Andreessen Horowitz, the venture capital firm that has backed Facebook and crypto exchange Coinbase, raised $2.2bn for its third fund focused on digital assets, more than doubling its initial target in a sign of strong demand from institutional investors.
The Silicon Valley group will set up a third fund focused on finding “the next generation of visionary crypto founders”, it said on Thursday. Its latest fund will dwarf its previous two funds, of $350m and $515m.
Andreessen originally sought to raise $800m to $1bn for the new fund, the Financial Times first reported.
The launch is a vote of confidence in an industry that is facing increasing scrutiny from regulators as interest from fund managers, banks and retail investors climbs. It also comes as cryptocurrency prices remain under pressure, with bitcoin falling almost 50 per cent from all-time highs hit in April due to concerns about increased regulation and a crackdown in China.
“We believe that the next wave of computing innovation will be driven by crypto,” the fund’s partners Chris Dixon, Katie Haun, and Ali Yahya wrote in a blog post. “The size of this fund speaks to the size of the opportunity before us: crypto is not only the future of finance but . . . is poised to transform all aspects of our lives.”
The investments will be made through Andreessen’s cryptocurrency investment arm. Two previous funds, raised in 2018 and last year, have invested in emerging companies such as decentralised exchange Uniswap and Solana, the blockchain provider.
Andreessen also announced several new appointments in marketing, public and government relations and recruitment to help get its message across. “As with any new computing movement, crypto has endured a variety of challenges and misconceptions,” it said.
Prominent hires include Anthony Albanese, former chief regulatory officer of the New York Stock Exchange, and Bill Hinman, Tomicah Tillemann and Brent McIntosh, who all served at US regulatory agencies.
Regulators and central banks’ desire for greater influence over the market has tempered appetite for digital assets, according to CryptoCompare, a data provider. It said average weekly asset inflows in June across all leading digital asset investment providers had fallen 215 per cent since May.
In spite of the wobble in cryptocurrency prices, traditional Wall Street companies have continued to explore the nascent market.
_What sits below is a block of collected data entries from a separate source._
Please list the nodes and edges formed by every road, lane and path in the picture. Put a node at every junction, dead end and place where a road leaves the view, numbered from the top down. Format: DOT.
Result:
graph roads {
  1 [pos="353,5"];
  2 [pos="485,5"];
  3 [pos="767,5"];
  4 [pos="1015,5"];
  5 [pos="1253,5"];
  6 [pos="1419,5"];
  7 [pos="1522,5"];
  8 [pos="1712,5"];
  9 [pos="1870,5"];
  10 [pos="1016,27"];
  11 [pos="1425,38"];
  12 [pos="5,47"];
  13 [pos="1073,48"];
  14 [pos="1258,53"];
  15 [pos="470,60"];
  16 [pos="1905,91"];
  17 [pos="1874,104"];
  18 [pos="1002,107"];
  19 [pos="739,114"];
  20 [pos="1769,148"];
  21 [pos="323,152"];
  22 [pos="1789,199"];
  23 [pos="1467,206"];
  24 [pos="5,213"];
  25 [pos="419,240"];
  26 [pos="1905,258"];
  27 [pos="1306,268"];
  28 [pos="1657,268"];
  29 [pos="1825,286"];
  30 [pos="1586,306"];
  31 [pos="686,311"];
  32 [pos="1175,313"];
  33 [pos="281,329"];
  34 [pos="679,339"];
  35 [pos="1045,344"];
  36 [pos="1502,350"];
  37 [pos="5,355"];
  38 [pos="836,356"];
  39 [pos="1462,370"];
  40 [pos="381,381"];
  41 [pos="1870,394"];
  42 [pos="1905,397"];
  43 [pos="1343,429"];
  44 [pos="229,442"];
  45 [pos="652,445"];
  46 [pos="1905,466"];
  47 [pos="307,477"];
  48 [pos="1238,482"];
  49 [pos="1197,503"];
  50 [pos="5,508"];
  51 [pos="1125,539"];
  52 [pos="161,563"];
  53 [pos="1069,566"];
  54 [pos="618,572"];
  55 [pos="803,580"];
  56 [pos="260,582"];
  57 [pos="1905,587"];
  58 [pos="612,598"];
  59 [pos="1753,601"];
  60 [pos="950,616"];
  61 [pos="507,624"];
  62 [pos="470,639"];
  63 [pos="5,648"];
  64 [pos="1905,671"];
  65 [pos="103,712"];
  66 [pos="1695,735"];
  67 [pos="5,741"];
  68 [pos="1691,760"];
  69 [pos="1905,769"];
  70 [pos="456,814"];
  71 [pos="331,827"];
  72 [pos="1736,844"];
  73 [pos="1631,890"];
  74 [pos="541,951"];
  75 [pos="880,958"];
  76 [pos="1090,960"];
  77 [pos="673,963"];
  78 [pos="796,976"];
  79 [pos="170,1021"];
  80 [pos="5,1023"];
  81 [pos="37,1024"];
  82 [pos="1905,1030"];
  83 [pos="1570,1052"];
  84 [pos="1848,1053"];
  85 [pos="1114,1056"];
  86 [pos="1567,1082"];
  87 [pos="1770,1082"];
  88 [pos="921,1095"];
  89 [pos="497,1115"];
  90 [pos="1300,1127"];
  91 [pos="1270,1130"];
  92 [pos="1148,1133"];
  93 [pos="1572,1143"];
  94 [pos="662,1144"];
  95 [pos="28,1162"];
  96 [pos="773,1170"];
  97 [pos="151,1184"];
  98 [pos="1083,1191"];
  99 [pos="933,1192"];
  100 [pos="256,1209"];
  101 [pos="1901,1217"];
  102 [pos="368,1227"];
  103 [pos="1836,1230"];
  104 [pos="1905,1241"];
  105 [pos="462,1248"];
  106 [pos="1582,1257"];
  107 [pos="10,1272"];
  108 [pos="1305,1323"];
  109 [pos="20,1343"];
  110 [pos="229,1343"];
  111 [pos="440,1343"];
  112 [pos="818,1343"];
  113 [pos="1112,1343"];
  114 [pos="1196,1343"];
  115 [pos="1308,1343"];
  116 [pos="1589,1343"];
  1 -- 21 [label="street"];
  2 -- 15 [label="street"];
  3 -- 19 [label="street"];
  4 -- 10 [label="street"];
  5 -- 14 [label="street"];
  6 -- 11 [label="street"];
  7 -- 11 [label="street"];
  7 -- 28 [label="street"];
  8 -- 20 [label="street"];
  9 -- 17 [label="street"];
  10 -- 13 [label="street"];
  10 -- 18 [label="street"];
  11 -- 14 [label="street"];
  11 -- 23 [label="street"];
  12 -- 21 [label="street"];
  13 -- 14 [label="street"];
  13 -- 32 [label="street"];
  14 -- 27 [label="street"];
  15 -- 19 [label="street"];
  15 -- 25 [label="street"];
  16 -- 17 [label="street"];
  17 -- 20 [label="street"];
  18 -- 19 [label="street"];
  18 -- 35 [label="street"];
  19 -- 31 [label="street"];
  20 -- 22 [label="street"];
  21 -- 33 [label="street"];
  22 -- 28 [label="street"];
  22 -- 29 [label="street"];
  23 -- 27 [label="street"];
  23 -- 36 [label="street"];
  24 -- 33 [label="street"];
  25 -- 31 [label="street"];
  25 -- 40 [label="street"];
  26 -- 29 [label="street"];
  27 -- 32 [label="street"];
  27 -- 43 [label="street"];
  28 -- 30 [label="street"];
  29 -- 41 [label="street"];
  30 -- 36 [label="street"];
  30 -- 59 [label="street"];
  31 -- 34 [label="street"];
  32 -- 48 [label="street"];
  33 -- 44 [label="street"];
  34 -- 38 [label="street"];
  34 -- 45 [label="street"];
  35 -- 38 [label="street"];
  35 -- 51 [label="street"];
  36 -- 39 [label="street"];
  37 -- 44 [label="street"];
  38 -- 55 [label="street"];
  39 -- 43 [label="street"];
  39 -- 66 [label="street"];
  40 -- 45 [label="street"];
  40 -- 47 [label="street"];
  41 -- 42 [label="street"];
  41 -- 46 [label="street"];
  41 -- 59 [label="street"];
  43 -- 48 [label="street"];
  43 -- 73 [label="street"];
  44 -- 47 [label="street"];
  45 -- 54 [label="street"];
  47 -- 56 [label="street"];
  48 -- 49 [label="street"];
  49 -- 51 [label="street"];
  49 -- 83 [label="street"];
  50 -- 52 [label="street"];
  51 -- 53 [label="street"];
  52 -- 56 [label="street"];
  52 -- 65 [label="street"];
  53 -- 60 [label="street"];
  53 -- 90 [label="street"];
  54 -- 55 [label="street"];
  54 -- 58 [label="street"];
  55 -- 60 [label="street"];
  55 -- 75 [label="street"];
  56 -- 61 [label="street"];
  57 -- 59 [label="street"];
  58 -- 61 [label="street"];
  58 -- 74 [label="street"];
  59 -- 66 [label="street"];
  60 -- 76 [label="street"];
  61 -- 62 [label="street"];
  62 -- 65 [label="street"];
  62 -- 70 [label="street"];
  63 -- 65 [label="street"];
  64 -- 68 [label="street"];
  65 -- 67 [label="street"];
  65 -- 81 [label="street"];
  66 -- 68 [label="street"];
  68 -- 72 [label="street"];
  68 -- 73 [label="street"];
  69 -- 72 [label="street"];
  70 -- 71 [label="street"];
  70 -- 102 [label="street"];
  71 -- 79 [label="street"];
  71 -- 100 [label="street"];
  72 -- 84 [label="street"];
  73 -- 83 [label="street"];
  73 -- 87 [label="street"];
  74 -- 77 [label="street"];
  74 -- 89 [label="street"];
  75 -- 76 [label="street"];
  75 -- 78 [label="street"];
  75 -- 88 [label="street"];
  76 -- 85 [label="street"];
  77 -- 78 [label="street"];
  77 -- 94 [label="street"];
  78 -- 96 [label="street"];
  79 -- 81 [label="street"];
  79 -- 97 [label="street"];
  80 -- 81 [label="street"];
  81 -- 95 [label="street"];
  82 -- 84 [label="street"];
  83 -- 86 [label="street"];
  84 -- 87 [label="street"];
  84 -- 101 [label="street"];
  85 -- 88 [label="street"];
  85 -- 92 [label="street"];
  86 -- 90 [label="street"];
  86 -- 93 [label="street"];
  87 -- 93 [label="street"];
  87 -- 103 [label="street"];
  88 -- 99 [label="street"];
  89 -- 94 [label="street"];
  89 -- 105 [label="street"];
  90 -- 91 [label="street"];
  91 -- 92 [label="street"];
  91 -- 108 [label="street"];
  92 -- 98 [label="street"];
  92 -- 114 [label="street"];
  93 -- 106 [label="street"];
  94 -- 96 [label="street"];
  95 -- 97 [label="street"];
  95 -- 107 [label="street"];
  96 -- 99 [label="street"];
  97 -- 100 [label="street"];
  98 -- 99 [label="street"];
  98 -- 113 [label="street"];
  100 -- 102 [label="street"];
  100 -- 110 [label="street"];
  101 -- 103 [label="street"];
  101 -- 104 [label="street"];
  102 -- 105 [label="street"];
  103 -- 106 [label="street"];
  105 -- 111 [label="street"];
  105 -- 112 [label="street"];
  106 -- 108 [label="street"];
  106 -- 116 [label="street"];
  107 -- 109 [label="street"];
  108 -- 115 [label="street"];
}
Hedge fund BlockTower is launching a fund that aims to generate profits by riding out volatile months when prices buckle. The Miami-based fund has recently acquired investment specialist Gamma Point Capital, which runs a market neutral strategy that BlockTower hopes to scale into a vehicle of as much as $100m.
“The prospect of generating consistent and persistent returns regardless of which direction bitcoin, ethereum, or the market in general is moving . . . is potentially very powerful,” said Matthew Goetz, chief executive of BlockTower. “It’s an interesting time to be deploying these kinds of strategies, too, as I think we’re in something like the seventh inning of this crypto bull market.”
In a separate move, Virtu Financial, one of the US’s biggest market makers, said on Thursday it would join the Pyth network to explore using market data in a decentralised finance, or DeFi, network. Pyth is built on the Andreessen-backed Solana blockchain.